The political developments in SC demonstrate that reformist “socialist” organizations are often not completely politically homogeneous. The subjective impulses which draw individuals to such organizations often conflict sharply with the real program of the groups they join. Even in a period when large segments of the left are drifting rightward, individuals and groupings can move in the opposite direction. This is what happened in the Toronto SC in the fall of 1987, where a real political discussion, with important implications, developed as a result of several SC/ASA members’ unwillingness to swallow the Esquipulas II agreement as a “Victory for Peace.”
SC/ASA’s Left Zig
The discussion over Esquipulas II within SC/ASA was initiated by a political fight in TAIC which came to a head at its November 1987 annual conference. The SC/ASA found itself pitted against its erstwhile allies in the coalition over support to the Arias plan. The reformists of the Revolutionary Workers League (RWL) and the Communist Party in alliance with a TAIC co-chair (Ann Pohl) and various “solidarity” activists, demanded that TAIC publicly endorse the Arias plan. They pointed, with considerable justification, to the “Political Basis of Unity” of the coalition which called for, “Support for all peace initiatives which enjoy the support of the majority of the people struggling for self-determination within their respective nations.”
Although SC/ASA had for years endorsed this wretched pacifist position, most of the members, to their credit, recoiled from embracing its concrete manifestation—the Arias plan. They knew that the neo-colonial rulers of Central America did not have the best interests of the Nicaraguan masses at heart. Some of them also suspected that by legitimizing the contras and assuring the CIA and the Vatican access to the mass media, while at the same time guaranteeing capitalist property and cutting off aid to the Salvadoran left, the Sandinistas (FSLN) were undermining the Nicaraguan revolution.
At the TAIC conference, SC/ASA tried to bury the issue by arguing that there was no need to take a position on Esquipulas II. But the RWL was not in a mood to compromise and, after accusing SC/ASA of lacking faith in the FSLN, put forward a motion to endorse the Arias plan. When the motion was defeated, the RWL simply walked out, along with the CP, the New Jewish Agenda and miscellaneous others, leaving SC/ASA in control of a “coalition” comprised of little more than its own members and periphery.
The BT intervened at the conference in opposition to the Arias plan and in favor of reconstituting TAIC as a genuine united front on a principled basis. After losing their former partners, SC/ASA accepted half of the BT resolution (on the political basis of unity), but postponed a decision on the organizational aspect of the proposal for over a month. Finally, at the December meeting of the TAIC, SC/ASA accepted the BT proposal.
At this point the majority of the Toronto SC/ASA had drifted considerably to the left of its international leadership (the European-based United Secretariat—USec) on the Arias plan. This created a political contradiction which had to be resolved.
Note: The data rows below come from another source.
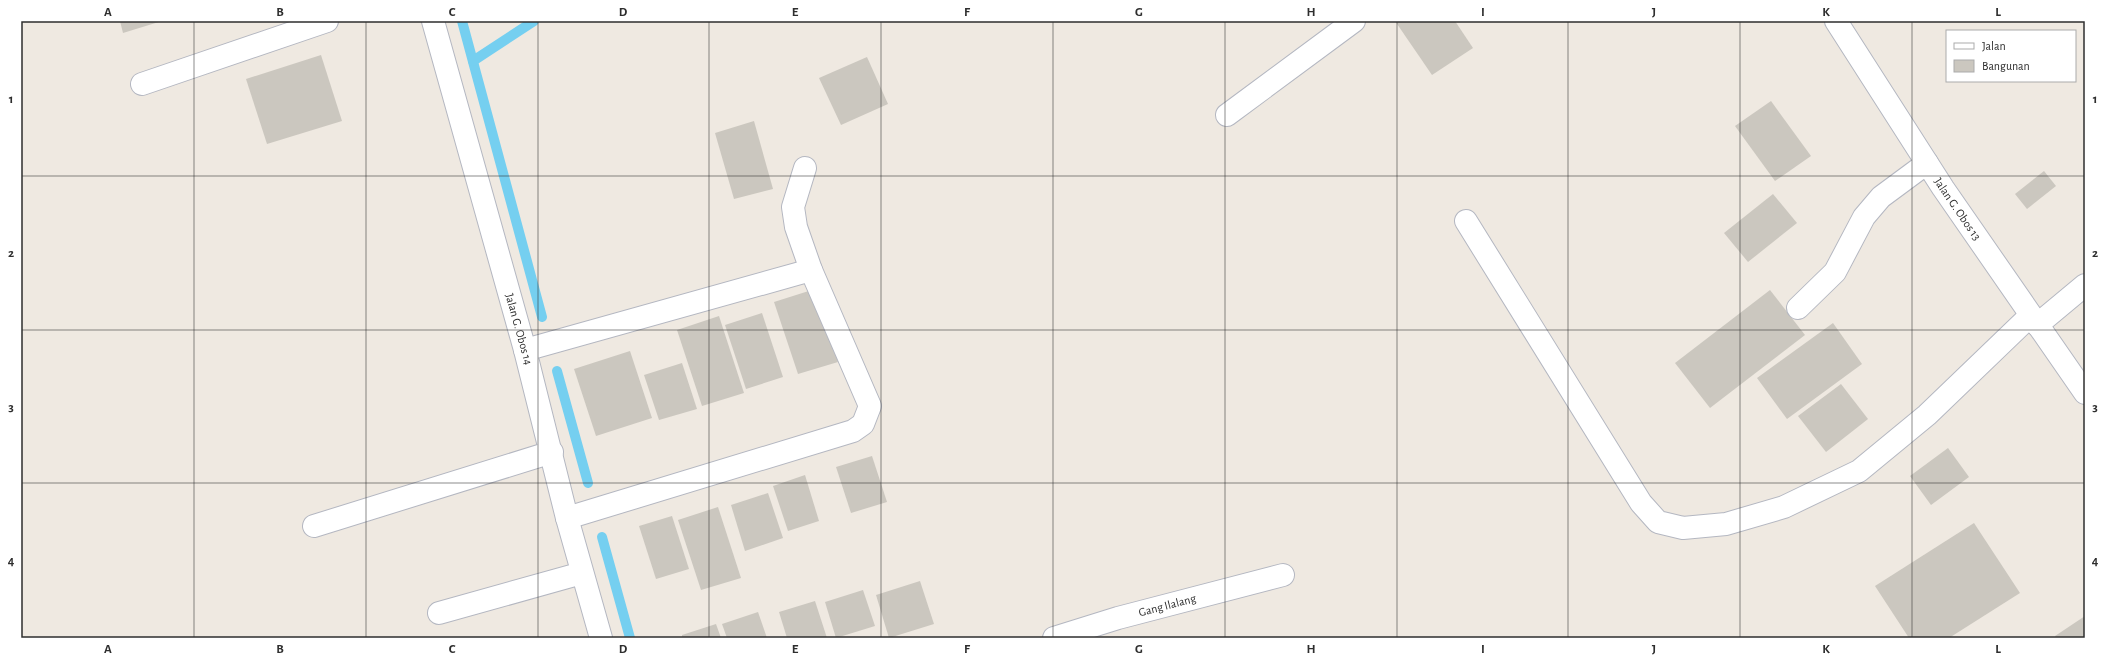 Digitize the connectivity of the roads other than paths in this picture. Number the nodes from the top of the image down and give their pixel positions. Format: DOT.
graph roads {
  1 [pos="328,21"];
  2 [pos="434,21"];
  3 [pos="1354,21"];
  4 [pos="1836,21"];
  5 [pos="142,84"];
  6 [pos="1227,115"];
  7 [pos="1926,163"];
  8 [pos="804,168"];
  9 [pos="1466,221"];
  10 [pos="811,270"];
  11 [pos="2085,285"];
  12 [pos="1798,308"];
  13 [pos="2033,320"];
  14 [pos="525,350"];
  15 [pos="2085,393"];
  16 [pos="552,452"];
  17 [pos="567,518"];
  18 [pos="314,526"];
  19 [pos="582,573"];
  20 [pos="1283,575"];
  21 [pos="439,613"];
  22 [pos="601,638"];
  23 [pos="1054,638"];
  1 -- 5 [label="street"];
  2 -- 14 [label="street, Jalan G. Obos 14"];
  3 -- 6 [label="street"];
  4 -- 7 [label="street, Jalan G. Obos 13"];
  7 -- 12 [label="street"];
  7 -- 13 [label="street, Jalan G. Obos 13"];
  8 -- 10 [label="street"];
  9 -- 13 [label="street"];
  10 -- 14 [label="street"];
  10 -- 17 [label="street"];
  11 -- 13 [label="street"];
  13 -- 15 [label="street, Jalan G. Obos 13"];
  14 -- 16 [label="street, Jalan G. Obos 14"];
  16 -- 17 [label="street, Jalan G. Obos 14"];
  16 -- 18 [label="street"];
  17 -- 19 [label="street, Jalan G. Obos 14"];
  19 -- 21 [label="street"];
  19 -- 22 [label="street, Jalan G. Obos 14"];
  20 -- 23 [label="street, Gang Ilalang"];
}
The right wing of the branch—which tended to view the Esquipulas II plan as a “victory”—was uncomfortable with the prospect of allowing different political tendencies (i.e., the BT) the opportunity to present their positions at TAIC events (see Raghu K.’s document in the appendix). It was considerably strengthened when Barry Weisleder (SC/ASA leader) returned from an extended visit to the USec’s European cadre school.
The ongoing internal debate over the Arias plan spilled over into the group’s newspaper when the January/February issue of Socialist Challenge published an article by Robert Adam and Neil Henderson which ventured to criticize the Sandinista leadership. The article came close to being censored prior to publication when Socialist Challenge editor, Greg McMaster, characterized the political line as “sectarian” and proposed to delete some of the political demands raised in the final paragraph. He eventually agreed to run it uncut after he was reminded that no one had proposed to politically edit the anti-Leninist comments of gay activist Gary Kinsman which had appeared in the November issue of SC. The Adam/Henderson piece created a minor sensation within SC/ASA and both Weisleder and another longtime cadre, Harold Lavender, felt compelled to write replies for the April issue of Socialist Challenge.
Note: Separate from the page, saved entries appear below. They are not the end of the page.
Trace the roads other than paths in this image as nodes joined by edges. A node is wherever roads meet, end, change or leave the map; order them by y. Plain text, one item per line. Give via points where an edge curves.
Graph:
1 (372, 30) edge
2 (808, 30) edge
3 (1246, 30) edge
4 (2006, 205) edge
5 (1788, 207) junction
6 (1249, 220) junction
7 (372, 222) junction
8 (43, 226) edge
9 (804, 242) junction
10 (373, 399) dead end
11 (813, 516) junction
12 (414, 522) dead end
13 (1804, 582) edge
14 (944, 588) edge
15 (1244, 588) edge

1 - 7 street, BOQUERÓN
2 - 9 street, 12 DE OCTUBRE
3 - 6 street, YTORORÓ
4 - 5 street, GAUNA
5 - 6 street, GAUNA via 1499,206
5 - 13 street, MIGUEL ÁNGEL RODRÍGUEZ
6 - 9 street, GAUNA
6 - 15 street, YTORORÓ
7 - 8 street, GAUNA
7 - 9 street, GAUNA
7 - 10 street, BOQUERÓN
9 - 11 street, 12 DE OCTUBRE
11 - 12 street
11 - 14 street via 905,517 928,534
The January meeting of TAIC (with the BT and SC/ASA represented on the steering committee) decided to organize a united-front demonstration in opposition to further U.S. funding for the contras. In the following weeks, the two groups worked closely together, along with a handful of other individuals, to mobilize opposition to Reagan’s mercenaries. They also made clear to everyone that TAIC had a new speakers policy—that any group which actively built the demonstration would be assured the opportunity to speak at it.
At an SC/ASA branch meeting on 31 January, two days before the TAIC protest, Robert Adam put forward the following motions to clarify SC/ASA’s position on the Arias plan:
“1. We reject support for Esquipulus II.”
(passed—4 for, 3 opposed, 1 abstention)
“2. We recognize the Arias plan as a danger to the Central American revolution in general and the Nicaraguan revolution in particular.”
(passed—5 for, 0 opposed, 3 abstentions)
“3. The Arias peace plan is an attempt by the bourgeois regimes of Central America to contain and isolate the Nicaraguan revolution and prop-up U.S.-supported dictatorships in the region.”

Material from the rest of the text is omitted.